-- PROVIDED RECORDS follows --

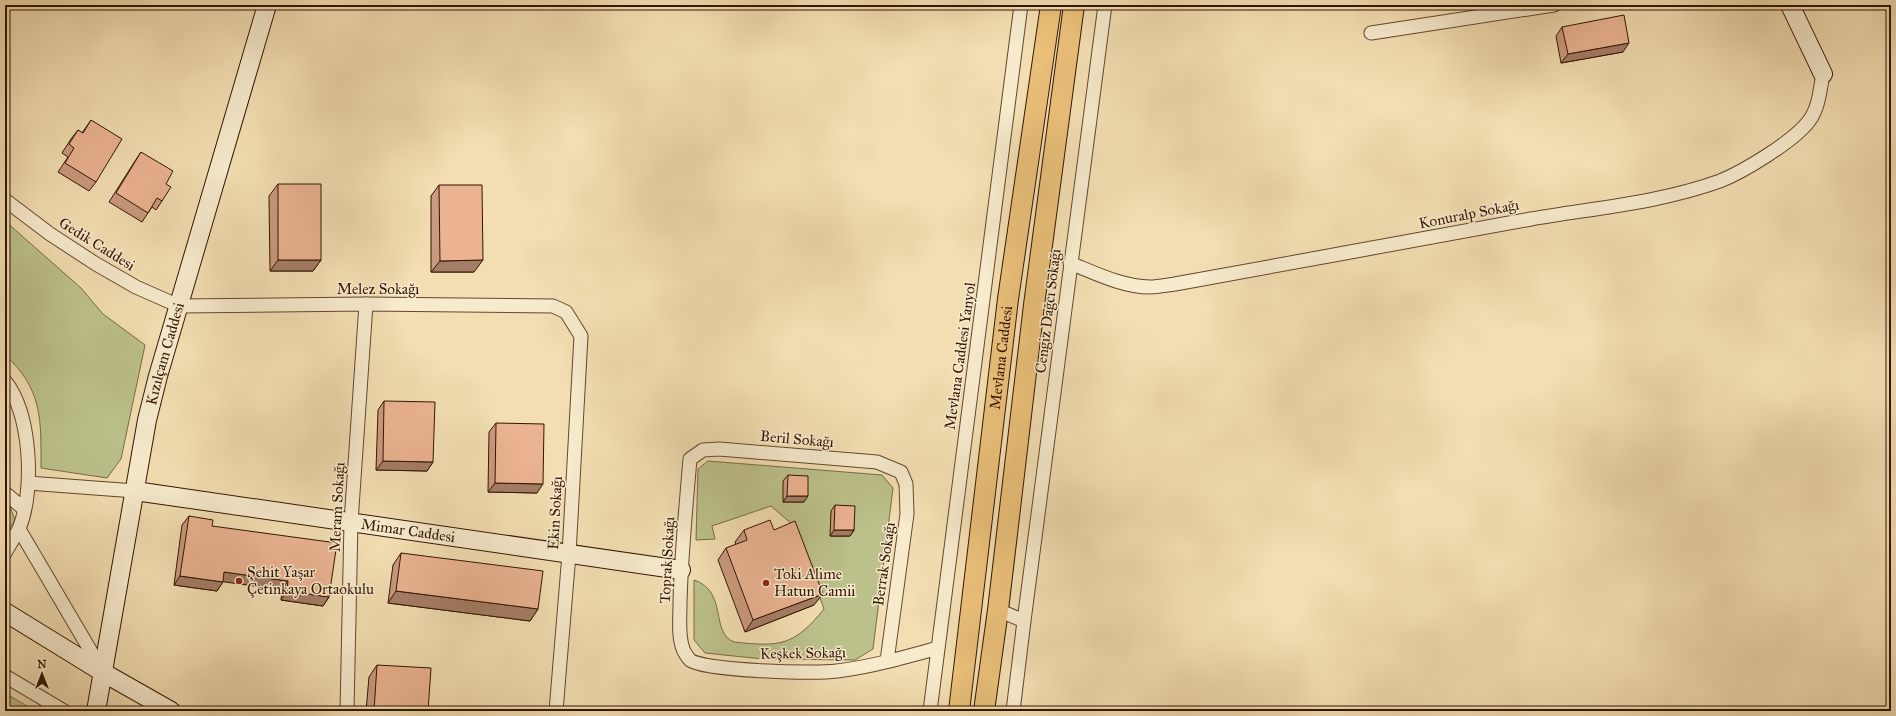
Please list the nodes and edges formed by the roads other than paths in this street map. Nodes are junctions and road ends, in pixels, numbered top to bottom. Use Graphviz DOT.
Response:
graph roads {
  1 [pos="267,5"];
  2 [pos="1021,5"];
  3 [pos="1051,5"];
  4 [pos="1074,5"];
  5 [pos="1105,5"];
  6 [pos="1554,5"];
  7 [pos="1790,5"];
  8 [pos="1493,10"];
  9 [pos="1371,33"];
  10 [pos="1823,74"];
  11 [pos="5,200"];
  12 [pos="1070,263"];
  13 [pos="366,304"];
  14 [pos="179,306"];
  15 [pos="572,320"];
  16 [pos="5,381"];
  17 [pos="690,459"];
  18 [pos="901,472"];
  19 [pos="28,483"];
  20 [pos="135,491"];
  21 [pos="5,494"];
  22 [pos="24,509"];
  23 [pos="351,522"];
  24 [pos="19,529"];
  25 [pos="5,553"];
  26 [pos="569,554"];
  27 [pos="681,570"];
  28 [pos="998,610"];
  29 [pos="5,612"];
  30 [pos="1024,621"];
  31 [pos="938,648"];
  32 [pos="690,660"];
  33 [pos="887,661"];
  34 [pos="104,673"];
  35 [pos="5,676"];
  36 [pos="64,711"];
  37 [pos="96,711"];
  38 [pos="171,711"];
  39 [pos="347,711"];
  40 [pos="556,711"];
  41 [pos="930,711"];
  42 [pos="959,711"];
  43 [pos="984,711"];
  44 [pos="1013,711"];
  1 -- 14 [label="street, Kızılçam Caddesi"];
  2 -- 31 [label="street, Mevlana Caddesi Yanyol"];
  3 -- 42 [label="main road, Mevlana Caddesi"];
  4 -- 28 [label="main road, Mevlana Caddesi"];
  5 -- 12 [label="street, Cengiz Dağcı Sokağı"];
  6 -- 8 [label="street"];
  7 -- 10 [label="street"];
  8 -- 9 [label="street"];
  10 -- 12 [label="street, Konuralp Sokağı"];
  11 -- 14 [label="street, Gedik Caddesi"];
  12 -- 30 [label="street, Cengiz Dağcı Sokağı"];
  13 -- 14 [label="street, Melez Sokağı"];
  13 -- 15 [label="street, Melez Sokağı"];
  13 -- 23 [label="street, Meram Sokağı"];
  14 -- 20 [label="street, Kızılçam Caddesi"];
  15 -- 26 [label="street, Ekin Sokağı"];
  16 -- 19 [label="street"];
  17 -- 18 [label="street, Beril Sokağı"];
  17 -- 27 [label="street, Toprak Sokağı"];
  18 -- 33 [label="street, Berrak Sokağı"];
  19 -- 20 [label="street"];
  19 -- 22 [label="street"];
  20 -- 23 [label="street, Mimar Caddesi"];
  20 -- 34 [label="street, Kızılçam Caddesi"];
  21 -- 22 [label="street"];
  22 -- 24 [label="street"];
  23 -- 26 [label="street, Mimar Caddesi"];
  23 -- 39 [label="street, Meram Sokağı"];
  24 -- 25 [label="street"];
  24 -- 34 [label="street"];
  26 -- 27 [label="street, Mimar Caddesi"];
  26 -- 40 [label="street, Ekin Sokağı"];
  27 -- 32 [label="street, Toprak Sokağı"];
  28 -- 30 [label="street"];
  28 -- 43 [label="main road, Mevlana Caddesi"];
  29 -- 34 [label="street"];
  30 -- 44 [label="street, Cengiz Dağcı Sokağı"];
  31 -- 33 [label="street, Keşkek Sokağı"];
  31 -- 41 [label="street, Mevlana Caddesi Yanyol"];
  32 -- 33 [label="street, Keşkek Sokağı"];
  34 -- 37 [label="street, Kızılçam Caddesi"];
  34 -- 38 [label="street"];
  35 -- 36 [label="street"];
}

-- PROVIDED RECORDS concluded --

**TASK DESCRIPTION**
Look through the data above and report every line in which "Mimar" appears.

**SOLUTION**
  20 -- 23 [label="street, Mimar Caddesi"];
  23 -- 26 [label="street, Mimar Caddesi"];
  26 -- 27 [label="street, Mimar Caddesi"];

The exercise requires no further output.